WRIGHT-PATTERSON AIR FORCE BASE, Ohio -- In June, Air Force Research Laboratory and Lockheed Martin completed the first flight demonstration of the Advanced Composite Cargo Aircraft.  The success of this event prompted official Headquarters Air Force designation of the ACCA as the X-55A, effective in October. The initial flight focused on establishing basic handling qualities, as well as monitoring structural performance and response to load maneuvering--assessments relying on a network of approximately 600 sensors (strain gauges and accelerometers) integrated within the airframe. Following this preliminary demonstration, the aircraft flew twice more, in July and August flight events geared towards expanding the maneuvering envelope and recording external aerodynamic flow visualization.

The lab/industry team conducted the first flight demonstration out of AF Plant 42, located in Palmdale, California. After takeoff, the aircraft flew approximately 1.5 hrs, in Edwards Flight Test Center test range 2515 and with the National Aeronautics and Space Administration's Dryden Flight Research Center providing chase plane support. The aircraft landed safely, successfully completing all planned test points. With a contract awarded in September, Phase III of the program work will include full flight envelope aerostructural characterization, structural design reliability/longevity testing, and design archiving in order to fully baseline the X-55A as a test bed for other technologies.

As a critical-technology experiment, the ACCA program demonstrated the feasibility of designing and manufacturing large, bonded, unitized structures featuring low-temperature, out-of-autoclave curing. The aircraft fuselage consists of two large half-sections (upper and lower) comprising MTM-45 skins and a Nomex core. This sandwich construction employs adhesive and ply overlay bonding along the longitudinal seam, rather than relying on the multitude of frames, stiffeners, and metal fasteners common to traditional aircraft configurations. Meanwhile, the vertical tail design leverages tailored-stiffness technology. These unique components are joined with an existing Dornier 328J cockpit, wing, engines, and horizontal tail to create the novel aircraft. These innovative processes saved an order of magnitude (in both overall parts count and mechanical fasteners) relative to conventional metallic construction as a means of controlling cost. Compared to traditionally constructed configurations, the composite structure used approximately 300 structural parts (versus 3,000 metallic parts) and approximately 4,000 mechanical fasteners (compared to 40,000).

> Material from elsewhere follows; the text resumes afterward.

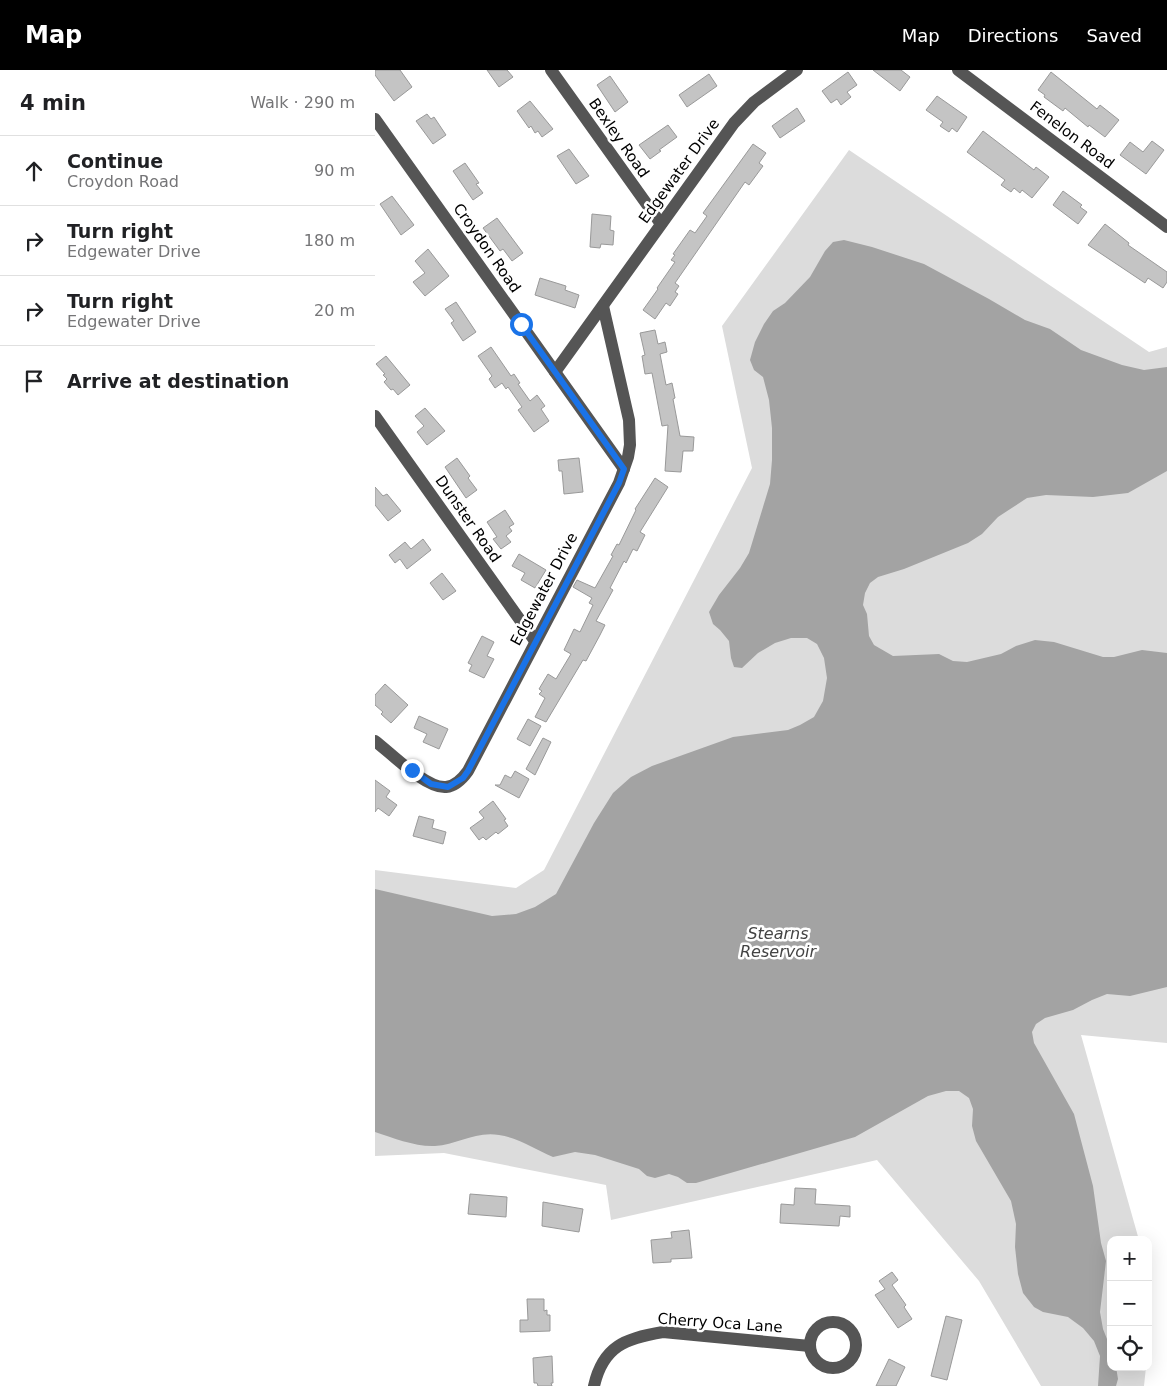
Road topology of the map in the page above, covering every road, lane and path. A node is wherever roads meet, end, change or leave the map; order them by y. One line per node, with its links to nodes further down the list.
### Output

This milestone represents the payoff of years of effort and hundreds of researchers sponsored by AFRL through the Composites Affordability Initiative, a decade-long effort involving industry, NASA, and Department of Defense labs. The successful construction and subsequent flight of the ACCA (newly appointed X-55A) demonstrates not only the value of composite construction, but the ability to rapidly construct an aircraft from assembly to (manned) flight test. Design entailed a 5-month period; thereafter, the vehicle was built and flown 20 months after fabrication go-ahead--all for approximately half the cost of a conventionally designed craft of the same size--and thus met the program goal of exploiting composites to break the historic trend of aircraft cost as a function of weight.